TASK ITEM
In the records below, find each line holding the word "Castex" and copy it.

EXERCISE INPUTS
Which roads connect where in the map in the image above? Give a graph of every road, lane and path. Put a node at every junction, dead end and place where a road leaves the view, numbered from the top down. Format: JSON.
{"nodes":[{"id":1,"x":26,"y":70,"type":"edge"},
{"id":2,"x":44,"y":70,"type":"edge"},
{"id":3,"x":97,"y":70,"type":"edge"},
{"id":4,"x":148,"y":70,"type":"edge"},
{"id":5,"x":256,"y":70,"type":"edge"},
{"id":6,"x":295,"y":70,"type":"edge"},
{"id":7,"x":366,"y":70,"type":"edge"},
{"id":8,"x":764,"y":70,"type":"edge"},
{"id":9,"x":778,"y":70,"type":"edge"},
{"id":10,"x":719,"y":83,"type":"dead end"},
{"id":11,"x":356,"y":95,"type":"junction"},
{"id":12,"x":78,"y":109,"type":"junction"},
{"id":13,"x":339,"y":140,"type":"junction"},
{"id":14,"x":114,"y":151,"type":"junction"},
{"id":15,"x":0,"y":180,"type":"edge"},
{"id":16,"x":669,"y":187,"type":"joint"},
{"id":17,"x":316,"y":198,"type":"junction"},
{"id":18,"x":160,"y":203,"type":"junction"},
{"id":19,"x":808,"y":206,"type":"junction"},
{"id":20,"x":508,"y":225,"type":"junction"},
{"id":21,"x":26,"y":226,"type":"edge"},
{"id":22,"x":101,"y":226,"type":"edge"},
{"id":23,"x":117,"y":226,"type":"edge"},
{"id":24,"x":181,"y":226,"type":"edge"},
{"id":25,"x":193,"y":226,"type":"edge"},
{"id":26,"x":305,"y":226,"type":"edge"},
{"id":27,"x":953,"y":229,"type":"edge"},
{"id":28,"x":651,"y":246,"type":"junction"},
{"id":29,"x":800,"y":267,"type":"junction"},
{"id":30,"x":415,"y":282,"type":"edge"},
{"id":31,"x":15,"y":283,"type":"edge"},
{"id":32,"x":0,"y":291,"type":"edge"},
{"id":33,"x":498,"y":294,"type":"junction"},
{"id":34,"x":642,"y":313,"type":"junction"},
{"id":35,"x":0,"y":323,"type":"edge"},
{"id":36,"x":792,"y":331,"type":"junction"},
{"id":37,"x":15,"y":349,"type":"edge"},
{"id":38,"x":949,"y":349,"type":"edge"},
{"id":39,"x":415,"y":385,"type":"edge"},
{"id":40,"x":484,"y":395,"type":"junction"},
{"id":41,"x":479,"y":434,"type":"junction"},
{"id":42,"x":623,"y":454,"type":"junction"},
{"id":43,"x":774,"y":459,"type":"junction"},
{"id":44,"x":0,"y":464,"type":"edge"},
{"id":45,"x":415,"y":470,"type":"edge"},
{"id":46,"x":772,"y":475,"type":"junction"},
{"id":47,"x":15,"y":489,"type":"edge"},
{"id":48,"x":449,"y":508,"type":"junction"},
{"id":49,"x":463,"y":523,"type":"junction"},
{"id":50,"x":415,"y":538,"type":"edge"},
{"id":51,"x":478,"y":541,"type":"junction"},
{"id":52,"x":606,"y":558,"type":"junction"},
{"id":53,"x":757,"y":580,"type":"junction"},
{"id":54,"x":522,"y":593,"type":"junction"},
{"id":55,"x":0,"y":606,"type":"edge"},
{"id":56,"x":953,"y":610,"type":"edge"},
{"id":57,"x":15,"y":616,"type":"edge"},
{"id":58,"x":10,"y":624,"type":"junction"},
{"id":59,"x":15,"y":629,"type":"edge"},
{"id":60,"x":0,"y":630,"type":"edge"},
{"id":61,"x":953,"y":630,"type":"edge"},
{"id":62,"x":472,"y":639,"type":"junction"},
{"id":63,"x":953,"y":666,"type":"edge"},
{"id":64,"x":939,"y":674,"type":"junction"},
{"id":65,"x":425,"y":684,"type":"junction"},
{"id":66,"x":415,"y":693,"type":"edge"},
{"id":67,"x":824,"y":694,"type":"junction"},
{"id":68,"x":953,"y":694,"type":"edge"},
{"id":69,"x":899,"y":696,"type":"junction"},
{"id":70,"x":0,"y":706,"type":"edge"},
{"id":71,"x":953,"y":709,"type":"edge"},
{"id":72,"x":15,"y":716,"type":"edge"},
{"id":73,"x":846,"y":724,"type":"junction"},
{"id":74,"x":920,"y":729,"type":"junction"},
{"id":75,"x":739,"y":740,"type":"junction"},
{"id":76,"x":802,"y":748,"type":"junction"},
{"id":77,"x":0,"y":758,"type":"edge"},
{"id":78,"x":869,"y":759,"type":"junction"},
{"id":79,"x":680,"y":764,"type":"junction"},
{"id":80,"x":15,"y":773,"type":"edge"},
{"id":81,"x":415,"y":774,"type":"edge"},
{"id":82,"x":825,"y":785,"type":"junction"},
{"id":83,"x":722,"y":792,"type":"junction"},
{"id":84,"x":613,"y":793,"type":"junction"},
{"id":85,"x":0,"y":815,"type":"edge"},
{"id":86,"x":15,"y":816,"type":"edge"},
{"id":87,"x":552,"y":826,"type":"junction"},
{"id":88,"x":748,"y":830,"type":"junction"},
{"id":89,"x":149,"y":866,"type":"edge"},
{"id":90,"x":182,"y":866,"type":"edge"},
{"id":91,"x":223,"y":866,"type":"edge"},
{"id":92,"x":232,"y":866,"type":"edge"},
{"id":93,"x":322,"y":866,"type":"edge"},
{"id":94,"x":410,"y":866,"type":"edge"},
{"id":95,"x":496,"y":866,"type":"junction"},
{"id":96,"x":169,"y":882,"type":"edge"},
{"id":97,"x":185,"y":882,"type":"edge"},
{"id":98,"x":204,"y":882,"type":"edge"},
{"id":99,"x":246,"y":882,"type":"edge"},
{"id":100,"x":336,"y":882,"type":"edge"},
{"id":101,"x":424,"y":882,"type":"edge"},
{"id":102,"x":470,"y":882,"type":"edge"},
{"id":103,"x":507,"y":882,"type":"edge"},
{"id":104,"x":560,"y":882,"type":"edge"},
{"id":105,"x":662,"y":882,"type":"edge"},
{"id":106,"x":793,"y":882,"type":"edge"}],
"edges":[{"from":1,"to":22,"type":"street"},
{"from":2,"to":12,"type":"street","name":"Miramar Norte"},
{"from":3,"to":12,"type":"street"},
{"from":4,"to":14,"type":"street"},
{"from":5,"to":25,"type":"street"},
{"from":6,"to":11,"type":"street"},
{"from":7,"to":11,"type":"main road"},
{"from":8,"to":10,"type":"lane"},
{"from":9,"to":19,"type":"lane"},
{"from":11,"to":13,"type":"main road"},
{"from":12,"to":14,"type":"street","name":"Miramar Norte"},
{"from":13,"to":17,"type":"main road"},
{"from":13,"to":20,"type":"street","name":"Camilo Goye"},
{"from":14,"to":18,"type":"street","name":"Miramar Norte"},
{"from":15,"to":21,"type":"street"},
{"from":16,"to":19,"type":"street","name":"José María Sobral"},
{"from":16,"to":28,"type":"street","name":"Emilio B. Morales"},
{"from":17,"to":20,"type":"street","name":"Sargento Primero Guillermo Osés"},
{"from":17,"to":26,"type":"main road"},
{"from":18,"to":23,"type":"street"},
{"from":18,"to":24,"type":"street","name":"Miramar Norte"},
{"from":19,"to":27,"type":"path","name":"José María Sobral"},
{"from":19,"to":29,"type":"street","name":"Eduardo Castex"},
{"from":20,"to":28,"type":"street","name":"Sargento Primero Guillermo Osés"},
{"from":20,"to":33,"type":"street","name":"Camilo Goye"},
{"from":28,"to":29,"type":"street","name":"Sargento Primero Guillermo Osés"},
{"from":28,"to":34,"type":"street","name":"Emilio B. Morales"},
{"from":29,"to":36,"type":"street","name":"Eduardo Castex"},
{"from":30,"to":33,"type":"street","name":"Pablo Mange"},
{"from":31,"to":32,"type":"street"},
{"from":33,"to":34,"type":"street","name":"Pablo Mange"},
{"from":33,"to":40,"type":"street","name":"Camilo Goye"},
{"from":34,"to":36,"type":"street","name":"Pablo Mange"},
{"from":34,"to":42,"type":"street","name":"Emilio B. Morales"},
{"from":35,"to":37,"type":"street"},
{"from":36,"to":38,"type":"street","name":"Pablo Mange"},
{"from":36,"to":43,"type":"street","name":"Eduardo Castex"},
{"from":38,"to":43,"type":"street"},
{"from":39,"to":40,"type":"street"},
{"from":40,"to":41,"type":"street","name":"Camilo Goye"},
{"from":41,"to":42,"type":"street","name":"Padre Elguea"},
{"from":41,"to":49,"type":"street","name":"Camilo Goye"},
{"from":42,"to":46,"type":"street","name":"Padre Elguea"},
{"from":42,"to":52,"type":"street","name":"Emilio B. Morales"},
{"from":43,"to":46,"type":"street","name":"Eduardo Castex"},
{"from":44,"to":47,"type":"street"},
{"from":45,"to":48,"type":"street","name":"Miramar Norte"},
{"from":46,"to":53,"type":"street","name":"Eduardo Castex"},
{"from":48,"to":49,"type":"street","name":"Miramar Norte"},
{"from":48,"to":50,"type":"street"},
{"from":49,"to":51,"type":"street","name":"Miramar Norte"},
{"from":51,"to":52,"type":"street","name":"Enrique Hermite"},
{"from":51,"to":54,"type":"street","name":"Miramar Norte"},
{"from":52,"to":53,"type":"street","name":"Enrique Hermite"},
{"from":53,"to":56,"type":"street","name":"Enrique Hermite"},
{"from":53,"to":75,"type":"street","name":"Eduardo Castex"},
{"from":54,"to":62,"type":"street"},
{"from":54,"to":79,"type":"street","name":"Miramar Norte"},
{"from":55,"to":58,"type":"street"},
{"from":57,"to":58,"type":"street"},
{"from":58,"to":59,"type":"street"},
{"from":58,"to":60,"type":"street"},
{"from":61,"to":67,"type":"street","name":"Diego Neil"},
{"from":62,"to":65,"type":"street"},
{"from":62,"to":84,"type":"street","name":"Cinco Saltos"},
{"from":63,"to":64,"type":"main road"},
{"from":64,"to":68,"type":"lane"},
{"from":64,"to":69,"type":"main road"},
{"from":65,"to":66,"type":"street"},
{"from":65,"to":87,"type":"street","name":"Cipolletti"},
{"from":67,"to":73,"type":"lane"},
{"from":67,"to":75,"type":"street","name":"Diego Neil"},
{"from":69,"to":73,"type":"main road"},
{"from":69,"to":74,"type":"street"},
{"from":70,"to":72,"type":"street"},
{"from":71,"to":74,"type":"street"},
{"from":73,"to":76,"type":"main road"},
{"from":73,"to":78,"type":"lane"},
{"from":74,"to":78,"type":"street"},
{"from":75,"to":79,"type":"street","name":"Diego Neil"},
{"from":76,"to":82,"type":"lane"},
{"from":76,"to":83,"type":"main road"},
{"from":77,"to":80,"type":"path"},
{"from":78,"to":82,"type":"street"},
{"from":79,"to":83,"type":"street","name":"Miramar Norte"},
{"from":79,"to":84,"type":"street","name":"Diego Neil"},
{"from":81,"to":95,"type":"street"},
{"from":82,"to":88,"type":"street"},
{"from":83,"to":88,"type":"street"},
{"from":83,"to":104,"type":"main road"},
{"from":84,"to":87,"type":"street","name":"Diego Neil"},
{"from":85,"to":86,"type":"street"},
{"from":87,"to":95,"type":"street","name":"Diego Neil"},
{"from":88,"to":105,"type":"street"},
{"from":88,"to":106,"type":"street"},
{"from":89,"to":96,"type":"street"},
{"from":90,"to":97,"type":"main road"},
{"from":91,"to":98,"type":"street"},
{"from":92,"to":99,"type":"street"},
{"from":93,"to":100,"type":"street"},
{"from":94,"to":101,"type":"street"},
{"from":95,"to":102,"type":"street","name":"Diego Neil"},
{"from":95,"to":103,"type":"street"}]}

RESULT OF THE EXERCISE
{"from":19,"to":29,"type":"street","name":"Eduardo Castex"},
{"from":29,"to":36,"type":"street","name":"Eduardo Castex"},
{"from":36,"to":43,"type":"street","name":"Eduardo Castex"},
{"from":43,"to":46,"type":"street","name":"Eduardo Castex"},
{"from":46,"to":53,"type":"street","name":"Eduardo Castex"},
{"from":53,"to":75,"type":"street","name":"Eduardo Castex"},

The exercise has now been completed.